_What you will do_
Say how many lines in the listing contain the string "cover", giving the number alone.

---------- Record excerpts

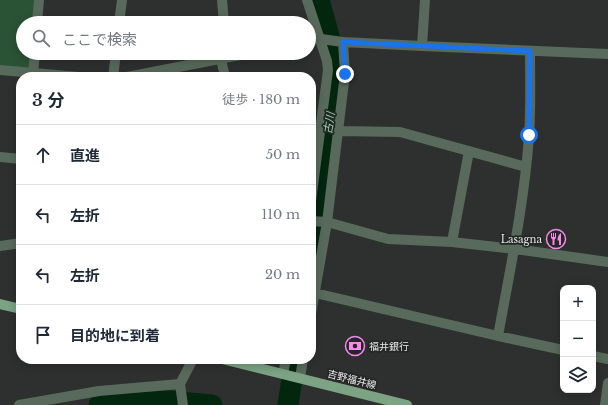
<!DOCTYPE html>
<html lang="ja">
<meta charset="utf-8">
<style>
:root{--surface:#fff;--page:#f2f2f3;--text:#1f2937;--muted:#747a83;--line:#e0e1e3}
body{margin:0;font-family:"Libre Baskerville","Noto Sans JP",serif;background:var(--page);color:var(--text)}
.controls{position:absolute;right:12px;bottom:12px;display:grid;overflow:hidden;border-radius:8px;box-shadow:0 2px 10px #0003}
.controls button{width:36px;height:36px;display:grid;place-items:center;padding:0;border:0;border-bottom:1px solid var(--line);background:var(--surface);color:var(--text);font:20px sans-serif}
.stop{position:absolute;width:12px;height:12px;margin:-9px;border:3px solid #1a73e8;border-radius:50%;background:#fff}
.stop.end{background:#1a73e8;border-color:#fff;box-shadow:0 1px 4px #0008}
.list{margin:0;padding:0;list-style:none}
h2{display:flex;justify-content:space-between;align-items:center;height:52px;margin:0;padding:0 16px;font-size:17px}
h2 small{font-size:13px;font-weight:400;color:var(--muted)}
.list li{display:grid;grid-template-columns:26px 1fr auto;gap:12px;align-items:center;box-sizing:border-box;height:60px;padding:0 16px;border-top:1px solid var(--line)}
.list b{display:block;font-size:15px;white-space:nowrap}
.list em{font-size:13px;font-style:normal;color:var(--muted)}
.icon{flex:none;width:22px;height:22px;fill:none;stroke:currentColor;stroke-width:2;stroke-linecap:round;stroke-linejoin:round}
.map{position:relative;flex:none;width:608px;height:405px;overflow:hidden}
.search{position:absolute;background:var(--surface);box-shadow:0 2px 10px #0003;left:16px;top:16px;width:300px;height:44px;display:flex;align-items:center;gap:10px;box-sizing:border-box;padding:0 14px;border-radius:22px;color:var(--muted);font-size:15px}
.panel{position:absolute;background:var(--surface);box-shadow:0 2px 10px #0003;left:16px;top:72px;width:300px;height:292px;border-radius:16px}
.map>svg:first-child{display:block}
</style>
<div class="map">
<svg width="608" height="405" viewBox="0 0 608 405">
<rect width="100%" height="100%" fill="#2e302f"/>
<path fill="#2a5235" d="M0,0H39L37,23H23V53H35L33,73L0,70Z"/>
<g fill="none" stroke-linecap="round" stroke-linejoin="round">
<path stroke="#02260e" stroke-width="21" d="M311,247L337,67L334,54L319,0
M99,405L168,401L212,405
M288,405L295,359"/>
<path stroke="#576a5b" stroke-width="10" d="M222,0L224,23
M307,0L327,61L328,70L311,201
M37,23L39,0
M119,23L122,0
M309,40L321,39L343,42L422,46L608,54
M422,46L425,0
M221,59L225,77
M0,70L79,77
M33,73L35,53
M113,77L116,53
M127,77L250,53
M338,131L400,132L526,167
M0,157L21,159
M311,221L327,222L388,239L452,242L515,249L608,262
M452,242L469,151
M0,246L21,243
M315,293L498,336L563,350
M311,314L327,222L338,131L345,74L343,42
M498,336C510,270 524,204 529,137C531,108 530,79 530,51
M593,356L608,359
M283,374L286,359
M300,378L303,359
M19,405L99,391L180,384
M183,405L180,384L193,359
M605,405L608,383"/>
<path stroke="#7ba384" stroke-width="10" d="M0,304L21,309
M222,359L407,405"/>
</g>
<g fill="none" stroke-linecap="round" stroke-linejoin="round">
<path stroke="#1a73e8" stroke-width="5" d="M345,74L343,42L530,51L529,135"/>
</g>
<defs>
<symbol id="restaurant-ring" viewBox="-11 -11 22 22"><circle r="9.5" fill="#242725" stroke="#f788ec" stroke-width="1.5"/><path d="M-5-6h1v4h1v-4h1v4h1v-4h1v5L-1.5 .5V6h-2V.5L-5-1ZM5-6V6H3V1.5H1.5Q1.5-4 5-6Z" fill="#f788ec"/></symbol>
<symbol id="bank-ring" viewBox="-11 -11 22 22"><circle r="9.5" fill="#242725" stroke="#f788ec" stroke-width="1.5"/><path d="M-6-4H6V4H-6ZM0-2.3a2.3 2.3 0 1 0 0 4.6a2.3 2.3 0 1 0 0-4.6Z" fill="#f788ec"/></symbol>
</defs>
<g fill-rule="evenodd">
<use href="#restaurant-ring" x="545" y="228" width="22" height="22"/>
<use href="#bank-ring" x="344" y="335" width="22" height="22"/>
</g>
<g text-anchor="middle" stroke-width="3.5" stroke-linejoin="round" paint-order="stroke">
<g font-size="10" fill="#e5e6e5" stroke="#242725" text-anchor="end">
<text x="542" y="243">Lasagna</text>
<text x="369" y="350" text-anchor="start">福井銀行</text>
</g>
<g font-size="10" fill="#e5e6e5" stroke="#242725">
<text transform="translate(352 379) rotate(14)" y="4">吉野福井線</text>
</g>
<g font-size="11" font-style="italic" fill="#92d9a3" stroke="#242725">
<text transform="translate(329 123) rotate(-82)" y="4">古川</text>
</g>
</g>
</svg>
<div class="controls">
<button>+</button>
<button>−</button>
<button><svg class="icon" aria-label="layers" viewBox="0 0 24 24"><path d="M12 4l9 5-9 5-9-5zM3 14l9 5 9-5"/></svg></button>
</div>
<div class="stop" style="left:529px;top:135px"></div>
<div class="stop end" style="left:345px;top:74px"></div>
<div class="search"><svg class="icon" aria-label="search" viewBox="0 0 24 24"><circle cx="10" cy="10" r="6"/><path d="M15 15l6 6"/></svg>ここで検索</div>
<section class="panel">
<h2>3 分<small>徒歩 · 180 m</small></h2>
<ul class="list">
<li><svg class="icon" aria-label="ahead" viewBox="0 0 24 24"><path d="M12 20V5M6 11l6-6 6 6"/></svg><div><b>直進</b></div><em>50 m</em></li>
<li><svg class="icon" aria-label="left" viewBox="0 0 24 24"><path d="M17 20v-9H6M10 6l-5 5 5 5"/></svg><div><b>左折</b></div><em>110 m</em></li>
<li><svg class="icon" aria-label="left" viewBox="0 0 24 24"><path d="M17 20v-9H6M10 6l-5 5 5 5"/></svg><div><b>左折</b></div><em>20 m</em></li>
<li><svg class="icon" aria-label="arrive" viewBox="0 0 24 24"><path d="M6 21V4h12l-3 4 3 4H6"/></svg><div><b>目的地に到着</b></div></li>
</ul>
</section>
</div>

--------------------
---------- Record excerpts

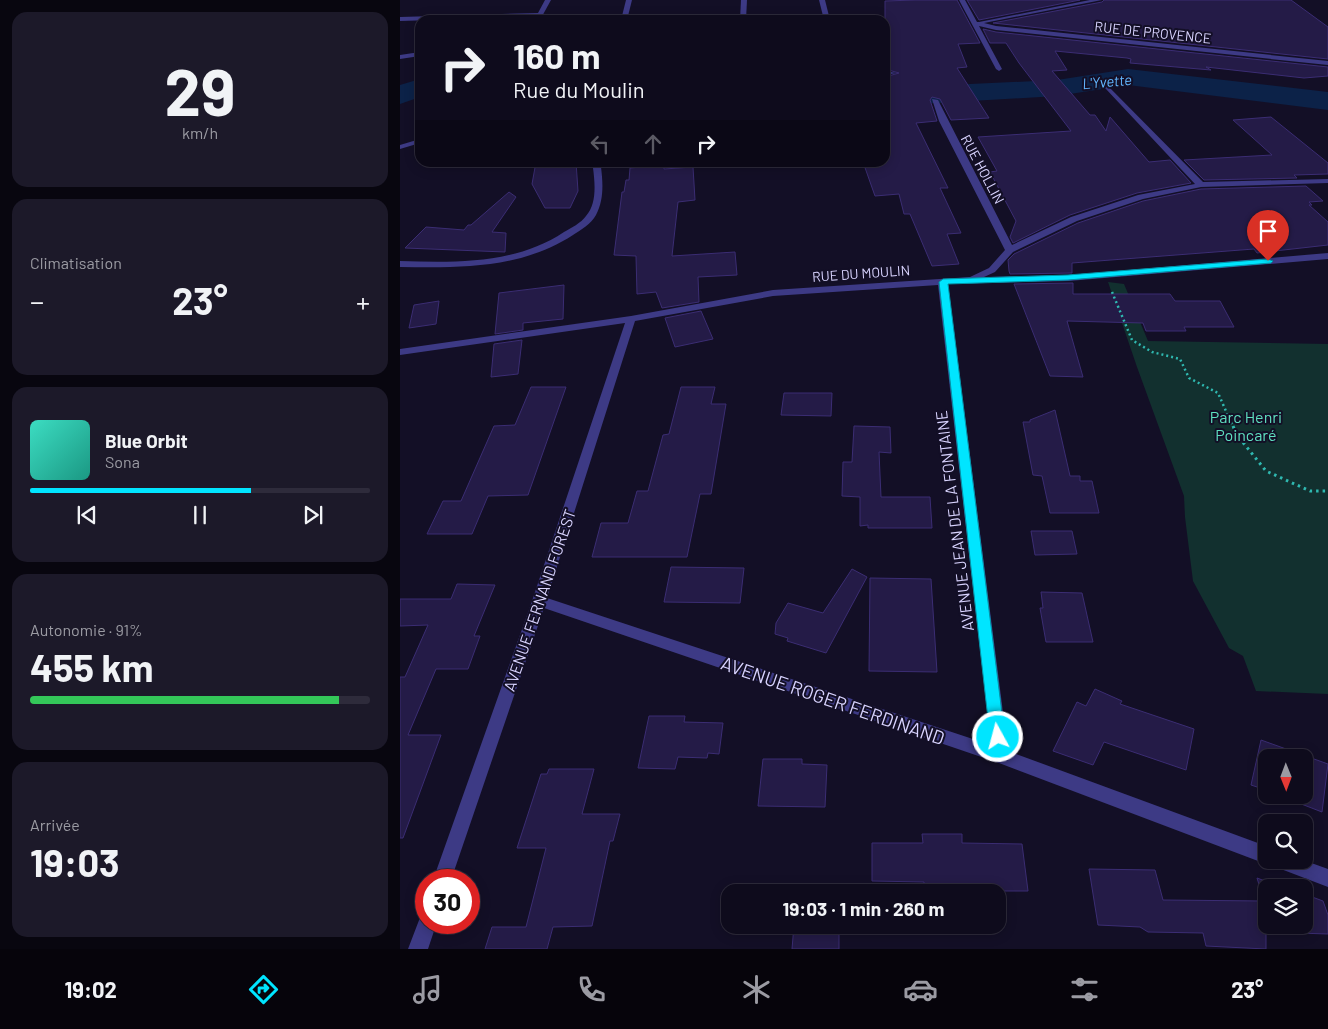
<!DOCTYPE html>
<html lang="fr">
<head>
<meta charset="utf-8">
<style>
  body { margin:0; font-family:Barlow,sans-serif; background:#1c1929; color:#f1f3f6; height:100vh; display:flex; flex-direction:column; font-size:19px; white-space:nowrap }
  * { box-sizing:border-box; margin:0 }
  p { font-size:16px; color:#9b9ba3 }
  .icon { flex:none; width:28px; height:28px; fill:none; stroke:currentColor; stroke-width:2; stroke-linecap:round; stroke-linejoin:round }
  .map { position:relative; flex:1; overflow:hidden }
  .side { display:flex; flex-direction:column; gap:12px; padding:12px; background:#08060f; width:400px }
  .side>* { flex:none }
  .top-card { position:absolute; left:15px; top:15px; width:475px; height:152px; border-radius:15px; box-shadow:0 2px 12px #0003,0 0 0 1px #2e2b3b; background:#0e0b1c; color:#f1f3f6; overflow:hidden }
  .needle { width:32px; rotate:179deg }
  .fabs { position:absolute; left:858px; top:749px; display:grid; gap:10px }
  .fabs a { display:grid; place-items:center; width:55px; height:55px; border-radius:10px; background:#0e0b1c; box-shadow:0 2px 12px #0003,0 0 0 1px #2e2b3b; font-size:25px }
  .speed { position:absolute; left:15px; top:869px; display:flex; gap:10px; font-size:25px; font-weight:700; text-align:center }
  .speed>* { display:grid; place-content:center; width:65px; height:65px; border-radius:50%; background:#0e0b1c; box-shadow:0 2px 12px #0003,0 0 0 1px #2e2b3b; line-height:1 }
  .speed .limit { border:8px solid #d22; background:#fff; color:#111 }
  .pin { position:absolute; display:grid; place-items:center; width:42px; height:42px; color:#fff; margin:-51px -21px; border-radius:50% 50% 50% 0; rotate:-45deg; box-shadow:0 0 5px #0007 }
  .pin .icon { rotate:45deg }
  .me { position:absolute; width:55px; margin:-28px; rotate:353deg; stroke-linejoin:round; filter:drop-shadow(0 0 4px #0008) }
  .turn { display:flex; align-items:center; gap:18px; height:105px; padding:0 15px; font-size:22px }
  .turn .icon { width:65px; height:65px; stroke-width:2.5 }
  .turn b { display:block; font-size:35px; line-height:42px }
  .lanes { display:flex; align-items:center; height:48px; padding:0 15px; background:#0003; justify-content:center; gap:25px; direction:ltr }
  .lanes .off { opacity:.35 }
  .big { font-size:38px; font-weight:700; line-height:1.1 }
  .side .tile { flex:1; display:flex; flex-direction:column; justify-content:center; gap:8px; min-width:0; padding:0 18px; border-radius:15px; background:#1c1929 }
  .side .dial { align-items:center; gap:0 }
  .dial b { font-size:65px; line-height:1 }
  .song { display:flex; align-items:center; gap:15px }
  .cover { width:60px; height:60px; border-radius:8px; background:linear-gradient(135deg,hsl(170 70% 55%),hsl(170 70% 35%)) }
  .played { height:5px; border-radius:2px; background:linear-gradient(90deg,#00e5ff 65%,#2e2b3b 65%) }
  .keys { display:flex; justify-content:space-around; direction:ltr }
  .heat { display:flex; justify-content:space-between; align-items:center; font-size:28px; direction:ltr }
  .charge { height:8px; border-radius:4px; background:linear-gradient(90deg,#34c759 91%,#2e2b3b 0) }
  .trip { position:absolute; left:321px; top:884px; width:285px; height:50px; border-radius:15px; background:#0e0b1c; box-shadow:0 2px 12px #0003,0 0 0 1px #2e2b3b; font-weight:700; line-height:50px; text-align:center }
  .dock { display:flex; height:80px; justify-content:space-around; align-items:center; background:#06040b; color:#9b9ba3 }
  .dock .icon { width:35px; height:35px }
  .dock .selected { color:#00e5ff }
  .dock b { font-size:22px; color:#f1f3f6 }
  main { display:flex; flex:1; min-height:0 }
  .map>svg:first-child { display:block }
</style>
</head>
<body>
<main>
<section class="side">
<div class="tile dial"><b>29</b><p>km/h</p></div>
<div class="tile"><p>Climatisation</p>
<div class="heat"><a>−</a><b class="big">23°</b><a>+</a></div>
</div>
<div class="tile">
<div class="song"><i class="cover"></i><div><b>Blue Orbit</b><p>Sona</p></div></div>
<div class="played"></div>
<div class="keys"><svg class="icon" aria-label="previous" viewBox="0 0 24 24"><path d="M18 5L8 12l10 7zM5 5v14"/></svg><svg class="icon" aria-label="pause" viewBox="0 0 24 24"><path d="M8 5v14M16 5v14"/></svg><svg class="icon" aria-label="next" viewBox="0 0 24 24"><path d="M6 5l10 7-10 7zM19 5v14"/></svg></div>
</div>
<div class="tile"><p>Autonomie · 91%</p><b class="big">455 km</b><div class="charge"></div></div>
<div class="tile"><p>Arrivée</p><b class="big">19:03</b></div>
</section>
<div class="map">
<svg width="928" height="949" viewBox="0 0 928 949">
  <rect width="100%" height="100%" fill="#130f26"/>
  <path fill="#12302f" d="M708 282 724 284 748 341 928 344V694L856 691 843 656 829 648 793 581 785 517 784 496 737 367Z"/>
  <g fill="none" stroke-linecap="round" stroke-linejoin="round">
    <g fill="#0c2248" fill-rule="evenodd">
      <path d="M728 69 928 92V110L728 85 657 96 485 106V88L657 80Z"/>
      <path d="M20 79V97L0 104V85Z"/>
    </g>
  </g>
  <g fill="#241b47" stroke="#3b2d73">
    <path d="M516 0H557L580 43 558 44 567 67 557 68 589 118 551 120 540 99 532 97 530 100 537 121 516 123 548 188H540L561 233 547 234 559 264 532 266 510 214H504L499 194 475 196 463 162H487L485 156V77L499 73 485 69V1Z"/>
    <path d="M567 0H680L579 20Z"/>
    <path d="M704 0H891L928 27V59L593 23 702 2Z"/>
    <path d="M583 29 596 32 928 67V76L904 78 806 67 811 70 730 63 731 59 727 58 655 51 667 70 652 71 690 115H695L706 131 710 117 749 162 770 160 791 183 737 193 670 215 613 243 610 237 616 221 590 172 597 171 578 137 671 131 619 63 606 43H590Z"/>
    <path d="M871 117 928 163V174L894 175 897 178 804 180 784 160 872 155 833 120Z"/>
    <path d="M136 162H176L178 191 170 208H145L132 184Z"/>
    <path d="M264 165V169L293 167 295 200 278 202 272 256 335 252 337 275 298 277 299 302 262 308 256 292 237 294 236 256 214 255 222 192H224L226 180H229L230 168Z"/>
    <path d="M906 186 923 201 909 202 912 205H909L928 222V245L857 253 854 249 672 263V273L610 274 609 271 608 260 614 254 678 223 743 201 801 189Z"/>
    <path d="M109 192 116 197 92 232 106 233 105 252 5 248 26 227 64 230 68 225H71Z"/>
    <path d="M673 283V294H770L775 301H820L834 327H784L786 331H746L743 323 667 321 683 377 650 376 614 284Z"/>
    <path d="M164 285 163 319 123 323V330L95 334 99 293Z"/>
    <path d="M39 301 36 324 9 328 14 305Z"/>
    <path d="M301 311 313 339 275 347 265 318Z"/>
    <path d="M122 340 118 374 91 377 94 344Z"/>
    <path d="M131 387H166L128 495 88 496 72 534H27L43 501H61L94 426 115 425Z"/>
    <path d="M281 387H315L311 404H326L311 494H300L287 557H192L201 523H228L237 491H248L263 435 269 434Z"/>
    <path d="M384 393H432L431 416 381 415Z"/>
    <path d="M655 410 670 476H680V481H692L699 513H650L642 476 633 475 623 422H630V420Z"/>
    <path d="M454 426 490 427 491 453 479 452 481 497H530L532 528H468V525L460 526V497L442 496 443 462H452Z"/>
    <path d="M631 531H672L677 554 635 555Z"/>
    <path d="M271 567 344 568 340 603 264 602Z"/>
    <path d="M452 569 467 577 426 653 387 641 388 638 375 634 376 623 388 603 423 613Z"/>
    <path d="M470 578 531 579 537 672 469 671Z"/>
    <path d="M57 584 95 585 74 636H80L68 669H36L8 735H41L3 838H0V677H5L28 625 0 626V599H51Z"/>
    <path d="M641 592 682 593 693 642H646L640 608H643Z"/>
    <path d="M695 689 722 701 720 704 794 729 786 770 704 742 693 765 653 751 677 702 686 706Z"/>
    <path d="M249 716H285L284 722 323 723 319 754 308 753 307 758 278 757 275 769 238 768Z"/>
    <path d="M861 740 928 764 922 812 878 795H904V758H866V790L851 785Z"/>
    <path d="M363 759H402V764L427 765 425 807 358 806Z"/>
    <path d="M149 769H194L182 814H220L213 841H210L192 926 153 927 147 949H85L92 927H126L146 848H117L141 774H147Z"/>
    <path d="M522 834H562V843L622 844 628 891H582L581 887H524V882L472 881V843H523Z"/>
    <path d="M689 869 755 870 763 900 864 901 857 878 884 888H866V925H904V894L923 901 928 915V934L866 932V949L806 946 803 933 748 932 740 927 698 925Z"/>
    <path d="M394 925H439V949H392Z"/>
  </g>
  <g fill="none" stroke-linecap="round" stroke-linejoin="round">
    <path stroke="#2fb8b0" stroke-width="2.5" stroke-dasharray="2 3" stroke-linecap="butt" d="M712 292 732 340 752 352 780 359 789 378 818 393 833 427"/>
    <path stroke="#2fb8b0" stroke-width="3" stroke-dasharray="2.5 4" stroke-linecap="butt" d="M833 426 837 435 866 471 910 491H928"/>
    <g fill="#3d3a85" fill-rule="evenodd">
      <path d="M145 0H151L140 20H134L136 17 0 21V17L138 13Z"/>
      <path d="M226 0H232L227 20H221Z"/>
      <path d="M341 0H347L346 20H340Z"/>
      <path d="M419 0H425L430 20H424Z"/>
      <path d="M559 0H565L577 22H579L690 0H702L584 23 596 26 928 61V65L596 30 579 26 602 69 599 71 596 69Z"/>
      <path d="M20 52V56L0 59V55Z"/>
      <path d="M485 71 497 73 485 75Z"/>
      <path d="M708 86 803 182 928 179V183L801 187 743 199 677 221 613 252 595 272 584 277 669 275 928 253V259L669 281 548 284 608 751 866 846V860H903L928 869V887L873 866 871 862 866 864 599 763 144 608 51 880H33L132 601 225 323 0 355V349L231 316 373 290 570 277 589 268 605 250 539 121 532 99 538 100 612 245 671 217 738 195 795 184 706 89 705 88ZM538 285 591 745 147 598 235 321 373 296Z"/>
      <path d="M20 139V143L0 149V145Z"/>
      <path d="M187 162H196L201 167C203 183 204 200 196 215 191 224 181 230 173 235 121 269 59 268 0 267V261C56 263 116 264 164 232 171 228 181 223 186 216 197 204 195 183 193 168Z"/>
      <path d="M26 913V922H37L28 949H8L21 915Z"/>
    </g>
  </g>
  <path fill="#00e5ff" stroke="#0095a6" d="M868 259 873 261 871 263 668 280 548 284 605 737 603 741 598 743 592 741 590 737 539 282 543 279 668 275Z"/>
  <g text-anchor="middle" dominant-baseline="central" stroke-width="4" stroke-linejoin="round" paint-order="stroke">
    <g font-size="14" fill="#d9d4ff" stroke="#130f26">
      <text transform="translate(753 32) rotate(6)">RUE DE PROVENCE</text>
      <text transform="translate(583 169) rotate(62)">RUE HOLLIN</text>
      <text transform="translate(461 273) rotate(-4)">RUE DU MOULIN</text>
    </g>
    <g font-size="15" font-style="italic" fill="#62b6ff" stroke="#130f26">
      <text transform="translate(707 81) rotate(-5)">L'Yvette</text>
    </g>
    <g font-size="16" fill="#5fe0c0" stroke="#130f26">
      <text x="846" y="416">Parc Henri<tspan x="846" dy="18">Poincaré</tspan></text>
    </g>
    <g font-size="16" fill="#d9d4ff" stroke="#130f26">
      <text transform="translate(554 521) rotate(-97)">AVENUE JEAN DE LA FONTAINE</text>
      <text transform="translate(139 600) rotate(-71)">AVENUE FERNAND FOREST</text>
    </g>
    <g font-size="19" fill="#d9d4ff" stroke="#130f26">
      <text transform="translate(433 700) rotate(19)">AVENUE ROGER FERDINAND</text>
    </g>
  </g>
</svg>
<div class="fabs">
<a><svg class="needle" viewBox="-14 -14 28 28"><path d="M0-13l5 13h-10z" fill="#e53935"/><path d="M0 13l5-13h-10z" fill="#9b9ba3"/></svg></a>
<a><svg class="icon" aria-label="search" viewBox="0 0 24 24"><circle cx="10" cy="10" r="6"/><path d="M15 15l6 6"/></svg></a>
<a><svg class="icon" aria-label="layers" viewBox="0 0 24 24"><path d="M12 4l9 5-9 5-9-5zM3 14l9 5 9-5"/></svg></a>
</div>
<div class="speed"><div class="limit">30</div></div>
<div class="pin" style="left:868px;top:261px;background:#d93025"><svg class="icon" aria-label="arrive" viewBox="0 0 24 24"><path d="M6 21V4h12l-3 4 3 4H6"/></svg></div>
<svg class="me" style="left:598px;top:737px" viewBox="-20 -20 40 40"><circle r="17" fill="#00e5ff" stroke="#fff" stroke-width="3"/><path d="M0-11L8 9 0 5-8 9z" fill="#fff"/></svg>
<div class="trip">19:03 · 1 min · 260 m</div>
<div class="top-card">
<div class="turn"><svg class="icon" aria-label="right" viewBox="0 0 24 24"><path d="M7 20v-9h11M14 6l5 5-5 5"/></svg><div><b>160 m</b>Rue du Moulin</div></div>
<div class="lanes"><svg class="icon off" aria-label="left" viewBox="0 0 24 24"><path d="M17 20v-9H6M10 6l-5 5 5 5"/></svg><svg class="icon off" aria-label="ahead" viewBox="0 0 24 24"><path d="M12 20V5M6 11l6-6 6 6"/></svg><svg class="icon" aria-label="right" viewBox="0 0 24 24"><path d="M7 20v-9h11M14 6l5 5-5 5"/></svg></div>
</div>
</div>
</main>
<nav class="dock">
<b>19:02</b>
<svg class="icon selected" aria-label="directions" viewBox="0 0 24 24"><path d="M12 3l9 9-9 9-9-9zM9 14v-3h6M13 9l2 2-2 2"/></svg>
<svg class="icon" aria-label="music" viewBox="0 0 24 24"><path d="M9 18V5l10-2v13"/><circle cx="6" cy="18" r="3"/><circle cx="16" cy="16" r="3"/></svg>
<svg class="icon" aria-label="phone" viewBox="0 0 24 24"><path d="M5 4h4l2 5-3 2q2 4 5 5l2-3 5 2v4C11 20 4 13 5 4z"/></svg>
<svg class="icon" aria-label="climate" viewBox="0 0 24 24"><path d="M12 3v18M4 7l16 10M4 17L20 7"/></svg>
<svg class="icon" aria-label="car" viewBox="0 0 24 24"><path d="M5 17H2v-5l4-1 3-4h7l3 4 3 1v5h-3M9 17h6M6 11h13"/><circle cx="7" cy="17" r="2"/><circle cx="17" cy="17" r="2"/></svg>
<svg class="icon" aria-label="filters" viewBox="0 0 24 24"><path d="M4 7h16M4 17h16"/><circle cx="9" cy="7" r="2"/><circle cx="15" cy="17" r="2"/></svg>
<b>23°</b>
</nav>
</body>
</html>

--------------------

_Expected output_
2